This week's spotlight is in loving memory of Andrae Crouch who passed on January 8. I would like to focus on his 1972 album Soulfully. A title rightly given to an album that is indeed, soulful.

The project begins with "Everything Changed." Led by Mr. Crouch himself, this song about how Christ can come in to one's heart and transform a life.
"My world was empty before Christ came into my life. My days were lonely and dark before He came and brought the light. Just like a song wanting to be sung, but there was no melody. I never thought there could be happiness in this world for me. But everything changed when Christ stepped into my life."

"Everything Changed" is followed by "He Proved His Love to Me," and "Oh I Need Him." Together, these songs project Crouch's form of melodic testimony: the brassy, thumping, bass-driven, tambourine-shaking, soulful sound of the 70's supporting Crouch's lyrics of testimony.

"Satisfied" is downright funky. So funky, you can't help but dance! Brass, electric and bass guitars, drums, Crouch's piano, and strings collide as Crouch tells how Christ gives him a satisfied feeling.
"How can I explain something that I've never had before? It's like walking in the sunshine after a cold and dreary day. I've got a satisfied feelin' down in my soul."

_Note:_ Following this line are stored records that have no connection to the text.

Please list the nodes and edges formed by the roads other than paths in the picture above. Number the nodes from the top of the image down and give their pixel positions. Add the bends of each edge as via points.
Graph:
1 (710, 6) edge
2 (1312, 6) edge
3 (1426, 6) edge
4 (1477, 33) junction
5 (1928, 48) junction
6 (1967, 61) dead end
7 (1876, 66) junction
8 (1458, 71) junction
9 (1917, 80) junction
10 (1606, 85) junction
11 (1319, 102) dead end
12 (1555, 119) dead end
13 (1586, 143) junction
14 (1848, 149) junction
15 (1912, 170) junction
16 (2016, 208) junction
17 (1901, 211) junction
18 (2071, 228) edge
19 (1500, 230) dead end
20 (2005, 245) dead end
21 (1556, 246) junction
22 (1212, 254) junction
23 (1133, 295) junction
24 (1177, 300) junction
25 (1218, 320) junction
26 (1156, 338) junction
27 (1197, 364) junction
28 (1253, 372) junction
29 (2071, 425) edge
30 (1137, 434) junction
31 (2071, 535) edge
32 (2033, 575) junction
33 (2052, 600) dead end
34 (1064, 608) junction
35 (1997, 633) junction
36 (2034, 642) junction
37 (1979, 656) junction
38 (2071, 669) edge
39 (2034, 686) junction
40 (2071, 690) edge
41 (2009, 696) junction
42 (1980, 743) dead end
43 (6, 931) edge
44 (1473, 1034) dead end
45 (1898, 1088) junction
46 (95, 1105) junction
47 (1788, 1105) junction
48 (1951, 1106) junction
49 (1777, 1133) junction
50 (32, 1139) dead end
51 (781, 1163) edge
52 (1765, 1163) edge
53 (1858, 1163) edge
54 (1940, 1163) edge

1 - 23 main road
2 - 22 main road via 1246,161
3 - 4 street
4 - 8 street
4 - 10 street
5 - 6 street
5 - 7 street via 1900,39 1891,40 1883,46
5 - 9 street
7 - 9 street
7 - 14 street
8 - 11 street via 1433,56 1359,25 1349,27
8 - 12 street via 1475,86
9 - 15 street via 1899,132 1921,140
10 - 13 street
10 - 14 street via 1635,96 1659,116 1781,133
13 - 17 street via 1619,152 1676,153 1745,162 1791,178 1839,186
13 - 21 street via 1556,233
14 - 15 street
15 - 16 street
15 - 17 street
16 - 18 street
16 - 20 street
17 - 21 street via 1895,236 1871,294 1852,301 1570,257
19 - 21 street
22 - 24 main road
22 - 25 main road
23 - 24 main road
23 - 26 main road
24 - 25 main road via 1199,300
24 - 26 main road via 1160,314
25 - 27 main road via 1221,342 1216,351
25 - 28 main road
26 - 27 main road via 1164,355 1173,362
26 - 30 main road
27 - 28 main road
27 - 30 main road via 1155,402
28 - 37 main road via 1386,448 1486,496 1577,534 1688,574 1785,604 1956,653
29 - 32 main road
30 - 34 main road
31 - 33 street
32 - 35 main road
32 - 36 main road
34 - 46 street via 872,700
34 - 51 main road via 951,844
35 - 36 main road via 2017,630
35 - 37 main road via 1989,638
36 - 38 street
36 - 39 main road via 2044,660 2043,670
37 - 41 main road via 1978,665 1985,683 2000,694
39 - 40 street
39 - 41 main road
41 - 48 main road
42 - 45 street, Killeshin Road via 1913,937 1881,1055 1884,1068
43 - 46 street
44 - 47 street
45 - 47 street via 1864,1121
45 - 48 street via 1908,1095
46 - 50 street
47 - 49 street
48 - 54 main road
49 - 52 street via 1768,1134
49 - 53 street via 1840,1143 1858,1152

"Through It All" is a timeless classic sang everywhere across the world. That is because everyone relates to the lyrics. Here, again, you hear and feel Crouch's command of music as a tool to melodically testify.

"I Come That You Might Have Life" is oh so soulful! And THAT, my dear reader, is why Crouch was ahead of his time. Crouch emerged out of the abyss of a gospel music industry during a time when gospel used nothing but pianos and organs. Crouch's music included brass, strings, drums, guitars, and melodies that sounded "secular." So, as you can imagine, most churches rejected him. But he pressed on. With lyrics loaded with Scripture, he reached a broader, non-believing audience outside of the four walls of the church. Crouch was revolutionary. One listen to "I Come That You Might Have Life" sums it up.

The same is true for "You Don't Know What You're Missing," which could have easily been a 70's-80's game show theme. But, what is exceptional about this song is Crouch actually lets his vocals rip at the end.

"Try Me One More Time" is a petition to the Lord for forgiveness and grace once again. A prayer we can all identify with.  Unlike most of the tracks on Soulful, "Try Me One More Time" is a heart-to-heart appeal to God.

"Leave the Devil Alone" is another funky joint. It is a warning for us not to mess with the devil. Anytime we dabble in sin, it is trouble.
"Oh the devil is busy. He's just like a snake in the grass. You know he's always lookin' to see if he can block somebody's path."
It is call-and-response duet with Crouch and the Disciples.
..."Leave that wigi board alone!"

Lastly, there is "It Won't Be Long," a slow lullaby. In the middle of the song Crouch speaks about our eternal hope of seeing Christ after we leave this earth. In my opinion, it is among one of the greatest songs of our eternal promise to see Jesus ever written.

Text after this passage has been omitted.